** Opening Dataset content block **

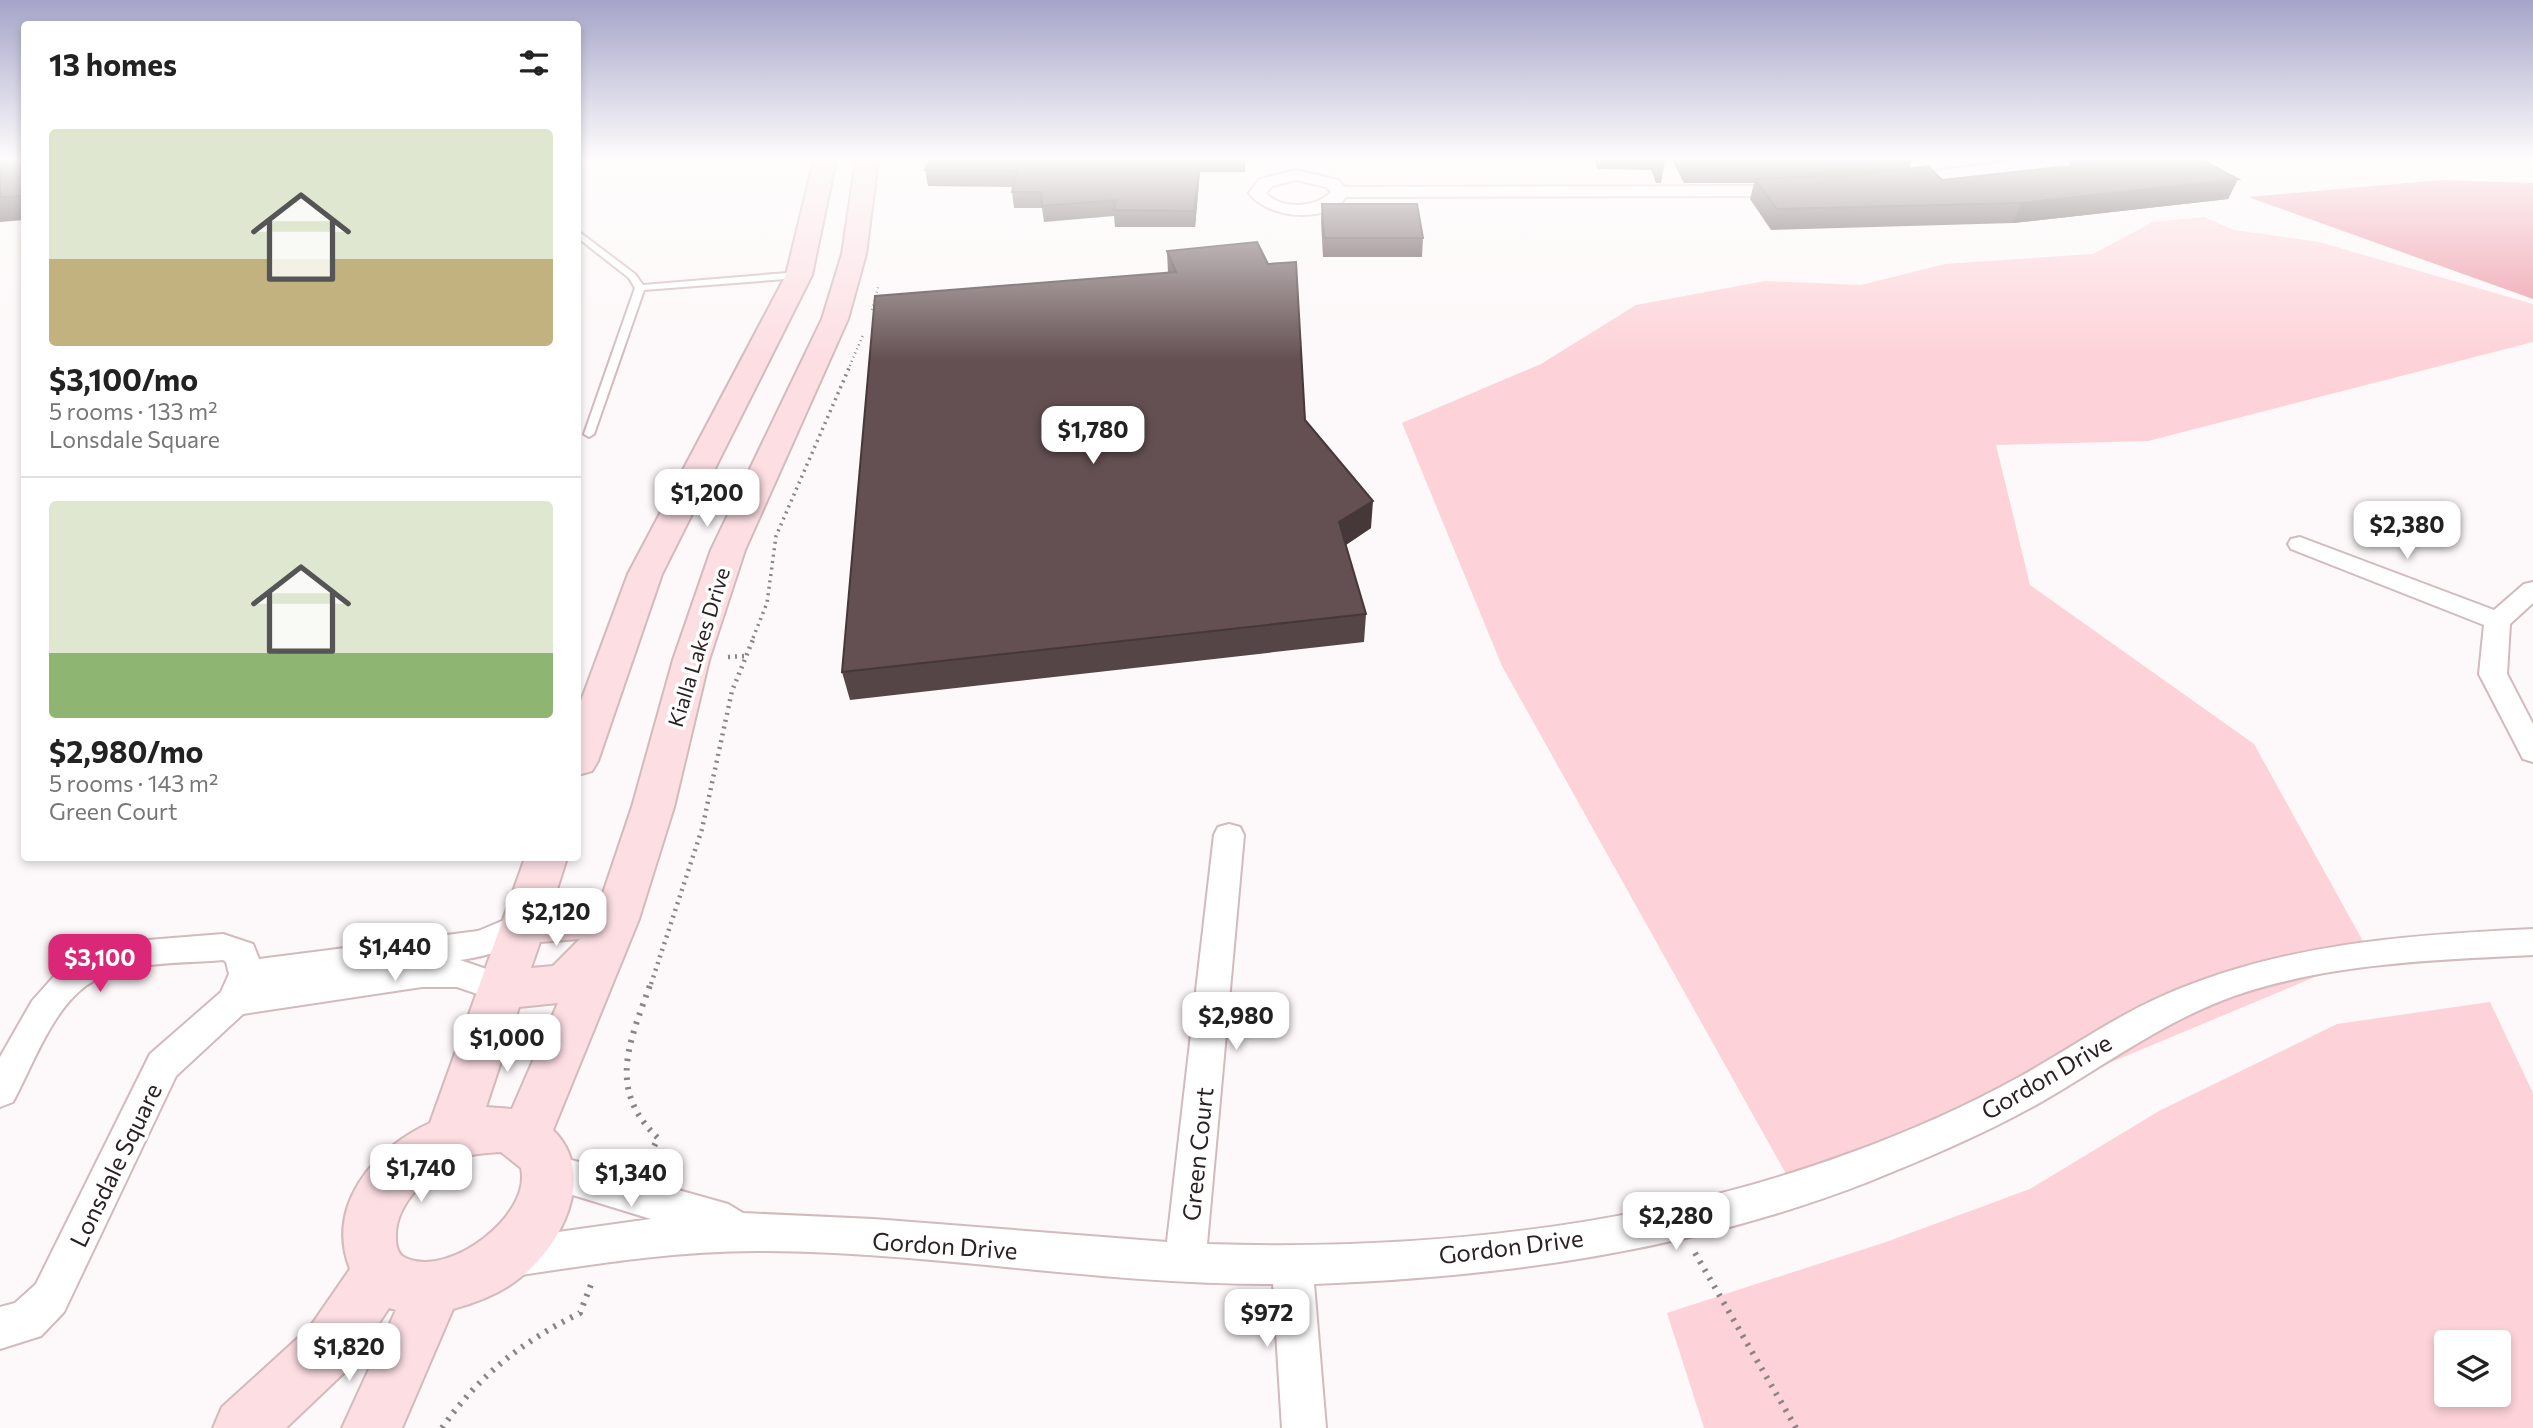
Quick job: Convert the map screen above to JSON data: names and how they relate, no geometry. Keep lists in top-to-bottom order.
{
  "streets": {
    "street": [
      "Kialla Lakes Drive",
      "Gordon Drive",
      "Green Court",
      "Lonsdale Square"
    ]
  },
  "crossings": [
    ["Kialla Lakes Drive", "Gordon Drive"],
    ["Gordon Drive", "Green Court"]
  ],
  "page": {
    "heading": "13 homes",
    "list": [
      {
        "name": "$3,100/mo",
        "note": "5 rooms · 133 m² · Lonsdale Square"
      },
      {
        "name": "$2,980/mo",
        "note": "5 rooms · 143 m² · Green Court"
      }
    ],
    "price": [
      "$1,780",
      "$1,200",
      "$2,380",
      "$2,120",
      "$1,440",
      "$3,100",
      "$2,980",
      "$1,000",
      "$1,740",
      "$1,340",
      "$2,280",
      "$972",
      "$1,820"
    ]
  }
}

** Closing Dataset content block **

• What this task involves:
What is needed is an exact printout of all the entries, without the pictures.

• Problem solution:
Quick job: Convert the map screen above to JSON data: names and how they relate, no geometry. Keep lists in top-to-bottom order.
{
  "streets": {
    "street": [
      "Kialla Lakes Drive",
      "Gordon Drive",
      "Green Court",
      "Lonsdale Square"
    ]
  },
  "crossings": [
    ["Kialla Lakes Drive", "Gordon Drive"],
    ["Gordon Drive", "Green Court"]
  ],
  "page": {
    "heading": "13 homes",
    "list": [
      {
        "name": "$3,100/mo",
        "note": "5 rooms · 133 m² · Lonsdale Square"
      },
      {
        "name": "$2,980/mo",
        "note": "5 rooms · 143 m² · Green Court"
      }
    ],
    "price": [
      "$1,780",
      "$1,200",
      "$2,380",
      "$2,120",
      "$1,440",
      "$3,100",
      "$2,980",
      "$1,000",
      "$1,740",
      "$1,340",
      "$2,280",
      "$972",
      "$1,820"
    ]
  }
}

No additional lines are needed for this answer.